4

I took Millie to a steak place downtown, not because I wanted to avoid being seen by Evelyn’s friends—most of them would sooner die than eat downtown—but because I wanted to avoid confronting Evelyn with her own date, golf pro or otherwise. I also made the mental adjustment of addressing Millie as a dinner companion rather than as an assistant or whatever she was for the three hundred and fifty dollars a week I paid her. I asked her what name she had been born with.

“Millicent, Mr. Brody. Millicent Patience Cooper. That’s my own name. My husband’s name was MacGeorge.”

“You were married?”

“And divorced. I had twelve rotten months, and then I put an end to it.”
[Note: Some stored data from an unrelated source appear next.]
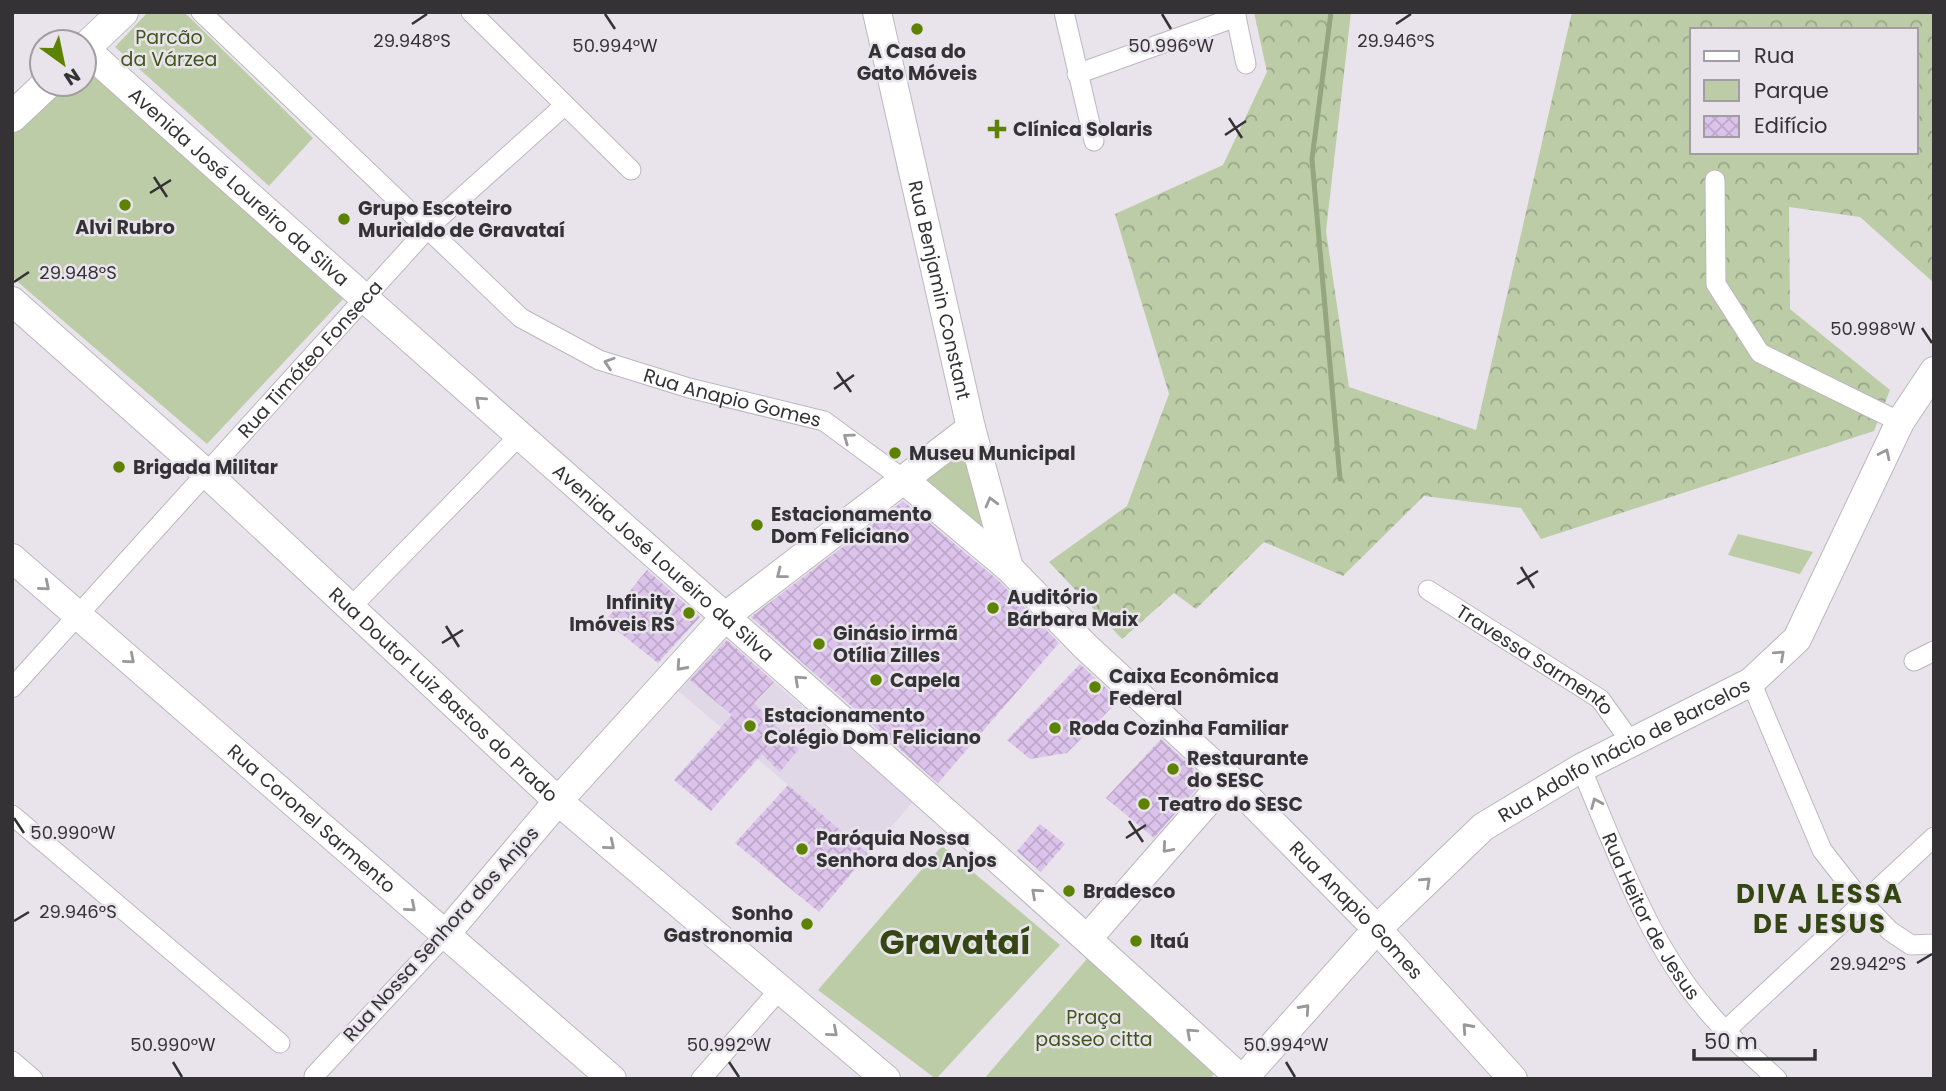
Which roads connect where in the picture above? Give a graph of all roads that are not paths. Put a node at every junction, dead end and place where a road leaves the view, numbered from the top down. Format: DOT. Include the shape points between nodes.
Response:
graph roads {
  1 [pos="96,12"];
  2 [pos="123,12"];
  3 [pos="201,12"];
  4 [pos="471,12"];
  5 [pos="877,12"];
  6 [pos="1064,12"];
  7 [pos="1236,15"];
  8 [pos="87,28"];
  9 [pos="98,30"];
  10 [pos="98,62"];
  11 [pos="1246,64"];
  12 [pos="1077,74"];
  13 [pos="28,77"];
  14 [pos="12,92"];
  15 [pos="32,98"];
  16 [pos="565,105"];
  17 [pos="12,117"];
  18 [pos="1094,141"];
  19 [pos="631,170"];
  20 [pos="1715,180"];
  21 [pos="429,227"];
  22 [pos="365,296"];
  23 [pos="12,301"];
  24 [pos="1934,371"];
  25 [pos="1900,422"];
  26 [pos="971,428"];
  27 [pos="519,436"];
  28 [pos="206,473"];
  29 [pos="903,478"];
  30 [pos="12,558"];
  31 [pos="1009,568"];
  32 [pos="1428,590"];
  33 [pos="351,607"];
  34 [pos="78,614"];
  35 [pos="727,615"];
  36 [pos="1934,650"];
  37 [pos="1914,661"];
  38 [pos="1751,681"];
  39 [pos="12,688"];
  40 [pos="1631,743"];
  41 [pos="1581,768"];
  42 [pos="1228,778"];
  43 [pos="558,801"];
  44 [pos="12,815"];
  45 [pos="1934,837"];
  46 [pos="1864,904"];
  47 [pos="1377,929"];
  48 [pos="444,936"];
  49 [pos="1087,938"];
  50 [pos="1934,944"];
  51 [pos="781,988"];
  52 [pos="1725,1031"];
  53 [pos="280,1043"];
  54 [pos="12,1061"];
  55 [pos="314,1076"];
  56 [pos="603,1076"];
  57 [pos="33,1079"];
  58 [pos="701,1079"];
  59 [pos="886,1079"];
  60 [pos="1242,1079"];
  61 [pos="1513,1079"];
  62 [pos="1777,1079"];
  1 -- 8 [label="main road"];
  2 -- 9 [label="main road"];
  3 -- 21 [label="street, Rua Anapio Gomes"];
  4 -- 16 [label="street"];
  5 -- 26 [label="street, Rua Benjamin Constant"];
  6 -- 12 [label="street"];
  7 -- 11 [label="street"];
  7 -- 12 [label="street"];
  10 -- 22 [label="street, Avenida José Loureiro da Silva"];
  12 -- 18 [label="street"];
  13 -- 14 [label="main road"];
  15 -- 17 [label="main road"];
  16 -- 19 [label="street"];
  16 -- 21 [label="street, Rua Timóteo Fonseca"];
  20 -- 25 [label="street" via="1716,284 1759,353"];
  21 -- 22 [label="street, Rua Timóteo Fonseca"];
  29 -- 21 [label="street, Rua Anapio Gomes, one-way" via="824,421 599,360 521,318"];
  27 -- 22 [label="street, Avenida José Loureiro da Silva, one-way"];
  22 -- 28 [label="street, Rua Timóteo Fonseca"];
  23 -- 28 [label="street, Rua Doutor Luiz Bastos do Prado"];
  24 -- 25 [label="street, Rua Adolfo Inácio de Barcelos"];
  38 -- 25 [label="street, Rua Adolfo Inácio de Barcelos, one-way" via="1797,639"];
  26 -- 29 [label="street, Rua Nossa Senhora dos Anjos"];
  31 -- 26 [label="street, Rua Benjamin Constant, one-way"];
  27 -- 33 [label="street"];
  27 -- 35 [label="street, Avenida José Loureiro da Silva"];
  28 -- 33 [label="street, Rua Doutor Luiz Bastos do Prado"];
  28 -- 34 [label="street, Rua Timóteo Fonseca"];
  29 -- 31 [label="street, Rua Anapio Gomes"];
  29 -- 35 [label="street, Rua Nossa Senhora dos Anjos, one-way"];
  30 -- 34 [label="street, Rua Coronel Sarmento, one-way"];
  31 -- 42 [label="street, Rua Anapio Gomes" via="1086,647"];
  32 -- 40 [label="street, Travessa Sarmento" via="1600,699"];
  33 -- 43 [label="street, Rua Doutor Luiz Bastos do Prado"];
  34 -- 39 [label="street, Rua Timóteo Fonseca"];
  34 -- 48 [label="street, Rua Coronel Sarmento, one-way"];
  35 -- 43 [label="street, Rua Nossa Senhora dos Anjos, one-way"];
  49 -- 35 [label="street, Avenida José Loureiro da Silva, one-way"];
  36 -- 37 [label="street"];
  38 -- 40 [label="street, Rua Adolfo Inácio de Barcelos"];
  38 -- 46 [label="street" via="1822,850"];
  40 -- 41 [label="street, Rua Adolfo Inácio de Barcelos"];
  47 -- 41 [label="street, Rua Adolfo Inácio de Barcelos, one-way" via="1483,828"];
  52 -- 41 [label="street, Rua Heitor de Jesus, one-way" via="1665,951 1633,890"];
  42 -- 47 [label="street, Rua Anapio Gomes"];
  42 -- 49 [label="street, one-way"];
  43 -- 48 [label="street, Rua Nossa Senhora dos Anjos"];
  43 -- 51 [label="street, Rua Doutor Luiz Bastos do Prado, one-way"];
  44 -- 53 [label="street"];
  45 -- 46 [label="street"];
  46 -- 50 [label="street" via="1890,931 1911,944"];
  46 -- 52 [label="street"];
  60 -- 47 [label="street, Rua Adolfo Inácio de Barcelos, one-way"];
  61 -- 47 [label="street, Rua Anapio Gomes, one-way"];
  48 -- 55 [label="street, Rua Nossa Senhora dos Anjos"];
  48 -- 56 [label="street, Rua Coronel Sarmento"];
  60 -- 49 [label="street, Avenida José Loureiro da Silva, one-way"];
  51 -- 58 [label="street"];
  51 -- 59 [label="street, Rua Doutor Luiz Bastos do Prado, one-way"];
  52 -- 62 [label="street, Rua Heitor de Jesus"];
  54 -- 57 [label="street"];
}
“I think that at dinner you can call me Al. They have New York steak here and probably the best steak in Los Angeles. Back at the office, get formal and call me Mr. Brody if you must. But since you choose to put me down, do it on a first-name basis.”

“Put you down?” She shook her head. “No. Really.”
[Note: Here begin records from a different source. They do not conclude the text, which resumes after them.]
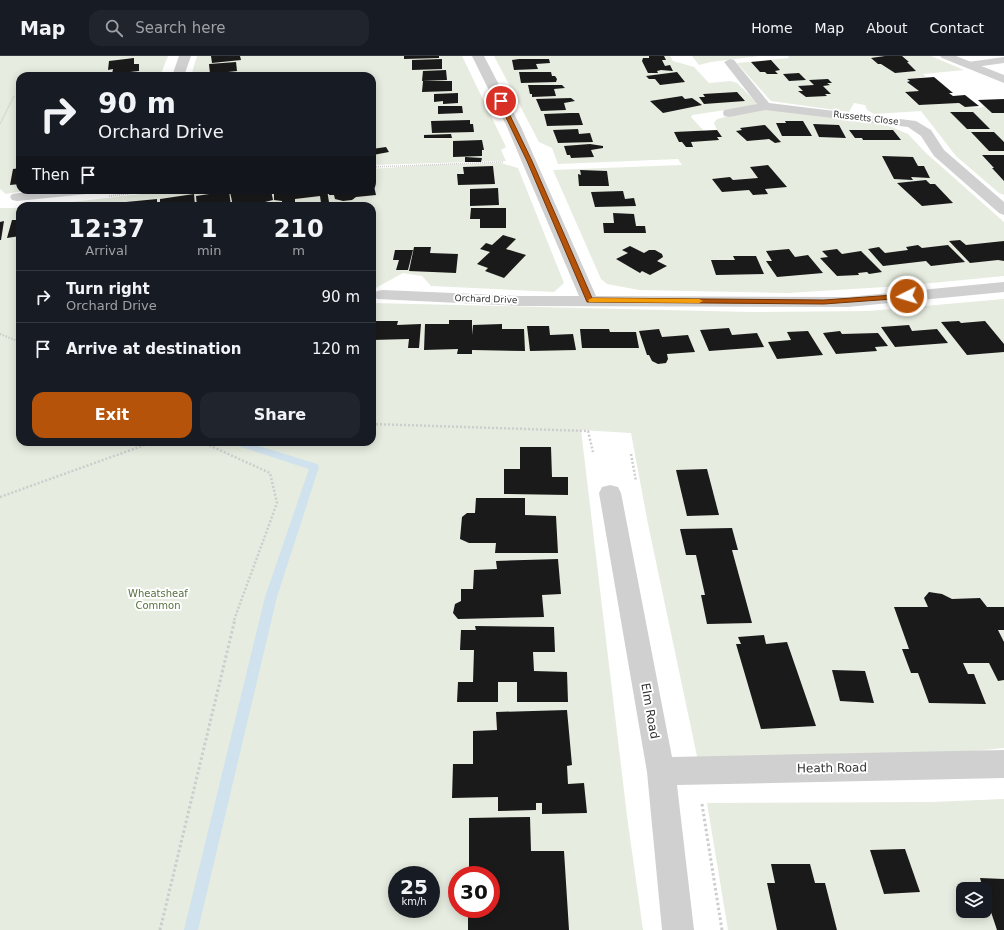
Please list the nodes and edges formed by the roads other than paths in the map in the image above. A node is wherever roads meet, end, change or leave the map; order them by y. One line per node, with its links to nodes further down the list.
1 (185, 56): 7 (street)
2 (478, 56): 16 (street)
3 (946, 56): 6 (street)
4 (1004, 60): 6 (street)
5 (730, 62): 9 (street)
6 (968, 65): 8 (street)
7 (179, 72)
8 (1004, 79)
9 (765, 106): 10 (street, Russetts Close); 13 (street, Russetts Close)
10 (729, 113)
11 (47, 194): 12 (street)
12 (17, 197)
13 (1004, 210)
14 (1004, 287): 16 (street, Orchard Drive)
15 (383, 295): 16 (street, Orchard Drive)
16 (589, 300)
17 (610, 493): 19 (street, Elm Road)
18 (1004, 764): 19 (street, Heath Road)
19 (661, 772): 20 (street, Elm Road)
20 (678, 930)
I smiled at her and she smiled back. She did not have an easy smile, but one that was slow and warm and honest.

“I didn’t mean to,” she said.

“But you did. We always mean the things we say—in one way or another. You had twelve rotten months and you put an end to it. I have had twenty rotten years, and I keep it going.”

“All right, Mr. Brody,” she agreed. It was not easy for her to call me Al. “I have watched and I have wondered. You don’t make passes, you don’t play around …”

“But I remain married to a woman you regard as the ultimate bitch.”

“Yes. Since you put it that way.”

“No one is the ultimate bitch, Millie. Did it ever occur to you what a rotten break it could be to be married to Al Brody?”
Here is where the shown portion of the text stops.